Hanekom Attorneys has notified crypto exchanges around the world in the hope of intercepting any of the addresses and crypto marked as suspicious should they be presented for sale. The matter has been reported to the Financial Sector Conduct Authority (FSCA), the Hawks and the South African Reserve Bank.
“This was different to MTI in one crucial respect,” says Hanekom. “In the case of MTI, clients were required to purchase bitcoin on a local exchange and ship it to an MTI bitcoin wallet.
“In the case of Africrypt, they were required to deposit funds into an FNB account, which would then be used to purchase bitcoin, often on Luno. That bitcoin would then be broken up and mixed with other transactions to disguise the source.”
A companies database search shows Africrypt (Pty) Ltd was registered in July 2019, with two active directors: Raees Cajee and Niranjan Patel. The company’s address is listed as 49 Glenhove Road, Melrose in Johannesburg.
No auditors listed
Two other companies bearing similar names were later registered: Africrypt Investments was registered in January 2020, and Africrypt OTC in March 2021. None of these companies is listed as having auditors.
According to a report by Hanekom Attorneys: “R54-billion has been transferred from its South African account(s) through bitcoin on the blockchain, and has regrettably, now been dissipated in its entirety. While we are still in the process of investigating the transfer of funds, with transactions on the blockchain being active up and until even date, upon an initial reconciliation, it seems that the funds were subjected to various dark Web tumblers and mixers, resulting in severe fragmentation.”
One reason the “hack” is extremely suspicious, says Hanekom, is that one of the addresses used by the so-called hackers was used for a normal crypto transaction prior to the hack.
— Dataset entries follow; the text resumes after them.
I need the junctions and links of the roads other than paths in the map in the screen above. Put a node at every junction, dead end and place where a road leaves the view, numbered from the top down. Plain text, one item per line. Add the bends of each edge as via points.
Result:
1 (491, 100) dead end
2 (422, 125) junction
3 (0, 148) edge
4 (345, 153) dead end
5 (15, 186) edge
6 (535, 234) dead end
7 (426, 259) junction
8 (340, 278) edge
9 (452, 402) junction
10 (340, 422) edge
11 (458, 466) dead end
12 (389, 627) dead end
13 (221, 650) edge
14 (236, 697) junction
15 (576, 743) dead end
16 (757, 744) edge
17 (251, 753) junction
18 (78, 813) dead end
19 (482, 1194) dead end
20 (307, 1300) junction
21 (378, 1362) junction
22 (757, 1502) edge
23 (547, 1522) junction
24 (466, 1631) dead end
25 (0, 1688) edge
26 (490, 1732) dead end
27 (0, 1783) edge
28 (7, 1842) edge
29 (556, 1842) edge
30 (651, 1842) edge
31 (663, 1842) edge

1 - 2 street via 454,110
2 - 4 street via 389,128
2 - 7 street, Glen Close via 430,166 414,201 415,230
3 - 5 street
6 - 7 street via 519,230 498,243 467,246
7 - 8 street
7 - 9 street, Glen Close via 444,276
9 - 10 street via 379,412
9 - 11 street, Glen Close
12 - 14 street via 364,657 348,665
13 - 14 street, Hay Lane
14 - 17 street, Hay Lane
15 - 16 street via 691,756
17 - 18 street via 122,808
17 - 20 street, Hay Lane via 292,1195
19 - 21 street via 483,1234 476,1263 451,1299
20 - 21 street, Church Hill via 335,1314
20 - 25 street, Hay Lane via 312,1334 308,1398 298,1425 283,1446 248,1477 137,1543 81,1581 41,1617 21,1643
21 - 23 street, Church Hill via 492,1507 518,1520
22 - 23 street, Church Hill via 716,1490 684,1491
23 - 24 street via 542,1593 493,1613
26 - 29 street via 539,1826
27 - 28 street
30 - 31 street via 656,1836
This points to an inside job.
On 13 April, chief operating officer Ameer Cajee sent the following message to clients:
We regret to inform you that due to the recent breach in our system, client accounts, client wallets and nodes were all compromised. At this point it is unknown to us the extent of personal client information breached during the attack.
Unfortunately, this has forced Africrypt to halt operations. We have begun the process of attempting to retrieve stolen funds and compromised information. Our number one priority is retrieving the funds as speedily as possible, however, this process is very wary and will take a substantial amount of time to complete, if successful. Furthermore, we have begun a full system audit to determine the extent of the breach.
We urge all clients to please be patient as we attempt to resolve the situation at hand. It is understandable that clients may proceed the legal route, but we ask clients to please acknowledge that this will only delay the recovery process.
Clients will be kept updated on progress made in the recovery process and with any information regarding the parties involved in orchestrating the attack on our systems.
The company’s website has since gone offline and all further communications have ceased.
Says Hanekom: “This is many times bigger than MTI and in many ways more clever in the way it was set up and executed. Imagine making R54-billion disappear within 24 hours.”
He adds: “Our further analysis of the blockchain links the flow of cryptocurrency transactions to certain large local exchanges. We trust that these exchanges will be open to disclosing information relating to wallets used by Africrypt or their proxies.”
Brandon Topham, head of enforcement at the FSCA, says: “We don’t have jurisdiction but we are looking at complaints to see if there is a financial product hidden in there.”